Free chairs, anyone?  YES, PLEASE!

Sperrmüll.

For reasons we don't know or can't understand, the Germans don't have a robust resale market. They don't host garage sales or tag sales, it's rare to find classified ads offering used items, there are few thrift stores, and it's only recently that sites like Craigslist or Ebay have become available. While Flea Markets are held often here, and many of them allow individuals to pay a small fee and bring their used goods to sell (a garage sale out of the trunk of your car), as you can imagine, that is difficult to do.

So what do the Germans do with their cast-offs?  Call the authorities, of course.

Some counties still operate the old way (which we took advantage of the last time we lived here.) Each village is assigned two days a year for Sperrmüll pickup.  Prior to that day, residents neatly stack all their bulky items on the curb in front of their house.  You can see where this is going, right?

Yep, all the thrifty people troll the curbs for treasures.  It's perfectly legal and a well-known way for people (usually young people just starting out) to furnish their  homes.

Nicole and her new chairs!  You can see behind her some of the other things this homeowner had out as trash, too.
In recent years, some counties have discontinued the prescheduled bulk pickup day.  A German friend told us that people from poorer Eastern European countries (Romania and Poland were her examples) would travel in roaming bands through the villages, their panel vans empty, picking up furniture to resell.  "Station Granny at this pile of furniture while we go get the truck," they'd agree, but meanwhile, another van would show up, another Granny jump out, and chaos would ensue.

To decrease the likelihood of conflict in their neighborhoods, many counties have switched to "on-demand" bulk pick-up.  We still see furniture out on the curb, but usually only a house at a time and on totally random days.  The owners have called for a Sperrmüll pickup appointment.  It's still perfectly legal to take the items, and in fact, it's encouraged, because if the items end up in the Sperrmüll truck, a scary thing happens.  The items are broken down into recyclable and non-recyclable parts, and then the chipper truck comes and shreds the furniture into sawdust, as you watch.  What a waste, right?
Free patio furniture on our new patio.  Yes, the table is currently being used as a platform bird feeder as well.
The flowers were 30 cents per plant at a local hardware store; I snagged two for some fall color.

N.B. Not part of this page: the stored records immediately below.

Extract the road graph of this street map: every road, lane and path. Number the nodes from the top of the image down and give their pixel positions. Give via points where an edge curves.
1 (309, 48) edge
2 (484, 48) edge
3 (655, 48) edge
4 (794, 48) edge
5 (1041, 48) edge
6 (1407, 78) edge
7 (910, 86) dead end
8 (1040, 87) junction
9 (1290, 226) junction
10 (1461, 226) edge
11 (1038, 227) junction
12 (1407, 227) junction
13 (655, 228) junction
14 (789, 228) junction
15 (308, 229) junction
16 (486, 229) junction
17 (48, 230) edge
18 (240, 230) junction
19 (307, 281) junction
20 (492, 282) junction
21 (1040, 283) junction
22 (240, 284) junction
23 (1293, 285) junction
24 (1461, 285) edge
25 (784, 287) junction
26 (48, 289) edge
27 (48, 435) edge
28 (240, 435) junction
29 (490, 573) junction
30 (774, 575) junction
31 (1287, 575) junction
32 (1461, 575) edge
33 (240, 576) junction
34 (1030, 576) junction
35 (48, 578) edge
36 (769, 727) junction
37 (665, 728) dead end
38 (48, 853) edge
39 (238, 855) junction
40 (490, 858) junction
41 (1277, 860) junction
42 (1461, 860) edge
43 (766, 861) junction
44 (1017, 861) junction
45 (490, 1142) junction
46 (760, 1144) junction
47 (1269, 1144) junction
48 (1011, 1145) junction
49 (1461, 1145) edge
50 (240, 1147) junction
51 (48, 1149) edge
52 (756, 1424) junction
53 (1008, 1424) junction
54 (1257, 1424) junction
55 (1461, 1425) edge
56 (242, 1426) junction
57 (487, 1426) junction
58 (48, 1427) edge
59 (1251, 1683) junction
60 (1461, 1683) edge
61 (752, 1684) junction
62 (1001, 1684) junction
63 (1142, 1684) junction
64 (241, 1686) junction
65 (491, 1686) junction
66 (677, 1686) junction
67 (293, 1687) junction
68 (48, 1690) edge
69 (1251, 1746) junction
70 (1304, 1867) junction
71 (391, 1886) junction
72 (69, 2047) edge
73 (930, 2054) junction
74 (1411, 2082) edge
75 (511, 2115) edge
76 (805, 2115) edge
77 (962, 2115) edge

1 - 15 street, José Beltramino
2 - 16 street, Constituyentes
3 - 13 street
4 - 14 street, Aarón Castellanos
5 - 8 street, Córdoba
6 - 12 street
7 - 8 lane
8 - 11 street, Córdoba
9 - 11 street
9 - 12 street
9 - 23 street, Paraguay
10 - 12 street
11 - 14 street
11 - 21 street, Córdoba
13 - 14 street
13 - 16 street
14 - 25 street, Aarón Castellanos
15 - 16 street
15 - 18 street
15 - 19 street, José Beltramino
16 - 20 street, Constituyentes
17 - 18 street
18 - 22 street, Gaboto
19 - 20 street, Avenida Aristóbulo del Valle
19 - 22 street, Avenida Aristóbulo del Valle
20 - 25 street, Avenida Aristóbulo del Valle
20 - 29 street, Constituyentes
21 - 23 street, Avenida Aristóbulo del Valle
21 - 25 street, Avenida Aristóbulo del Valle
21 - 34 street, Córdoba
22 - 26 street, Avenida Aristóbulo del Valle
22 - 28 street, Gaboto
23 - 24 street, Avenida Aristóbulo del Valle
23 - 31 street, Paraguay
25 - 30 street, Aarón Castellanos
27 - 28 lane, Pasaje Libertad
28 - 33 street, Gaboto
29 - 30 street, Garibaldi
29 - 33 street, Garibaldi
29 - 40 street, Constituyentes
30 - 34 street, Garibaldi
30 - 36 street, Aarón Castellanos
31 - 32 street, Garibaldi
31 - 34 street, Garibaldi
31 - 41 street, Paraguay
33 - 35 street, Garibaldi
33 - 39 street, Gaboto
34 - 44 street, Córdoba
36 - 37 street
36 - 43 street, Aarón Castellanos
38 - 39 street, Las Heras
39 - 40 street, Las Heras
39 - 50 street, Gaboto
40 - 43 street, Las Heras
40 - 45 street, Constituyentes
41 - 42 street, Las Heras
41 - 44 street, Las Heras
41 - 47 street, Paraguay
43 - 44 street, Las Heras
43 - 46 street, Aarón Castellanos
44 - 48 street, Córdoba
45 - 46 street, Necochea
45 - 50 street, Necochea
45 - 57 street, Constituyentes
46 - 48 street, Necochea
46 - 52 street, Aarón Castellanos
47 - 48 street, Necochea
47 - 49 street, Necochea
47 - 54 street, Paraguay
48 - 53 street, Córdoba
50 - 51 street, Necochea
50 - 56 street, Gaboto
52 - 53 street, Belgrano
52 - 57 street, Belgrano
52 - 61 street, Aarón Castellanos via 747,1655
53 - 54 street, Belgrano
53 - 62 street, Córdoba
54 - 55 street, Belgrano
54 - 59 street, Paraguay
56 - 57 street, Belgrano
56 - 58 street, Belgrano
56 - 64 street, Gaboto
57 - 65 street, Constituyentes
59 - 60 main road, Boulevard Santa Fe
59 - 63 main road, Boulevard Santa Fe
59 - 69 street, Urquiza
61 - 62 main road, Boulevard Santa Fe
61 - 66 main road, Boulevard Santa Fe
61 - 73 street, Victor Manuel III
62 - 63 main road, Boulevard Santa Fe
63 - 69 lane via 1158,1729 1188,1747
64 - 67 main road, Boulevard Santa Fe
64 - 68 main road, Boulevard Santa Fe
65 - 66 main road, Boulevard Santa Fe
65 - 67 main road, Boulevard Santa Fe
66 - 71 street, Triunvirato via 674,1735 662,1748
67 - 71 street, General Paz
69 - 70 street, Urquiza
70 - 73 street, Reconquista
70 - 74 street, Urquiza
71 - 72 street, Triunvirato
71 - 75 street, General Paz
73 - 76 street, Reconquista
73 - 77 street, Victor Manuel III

The sad part (other than the chipper, of course) is that in order to stack things neatly on the curb, many times the owners will completely disassemble a large item into its component pieces, often breaking it in the process.  Shranks (wardrobes), for instance, are virtually impossible to find.

Sometimes, of course, a little wood glue or tightening of screws is needed.
During our first Germany tour, we collected enough cast-off chairs to enable each girl in Tory's Girl Scout troop to refurbish/reupholster/repaint a chair of their own.  Tory still has hers; I'm relatively certain some of the other girls do as well.

So far this trip, we've picked up the following items from the curb:
  • three chairs that Nicole took home and painted white
  • a round pedestal table (with extension leaf built in), some white rings on top and a scratch on the apron.  Perfect with a tablecloth; scheduled for a paint job.
  • a pine three-drawer chest of drawers
  • four dining room chairs with padded seats
  • two teak-style (but not teak) patio armchairs
  • a small round metal patio table
  • small items like pots for plants and a wood tray

Our apartment is taking shape, with IKEA and sperrmüll both playing a huge role!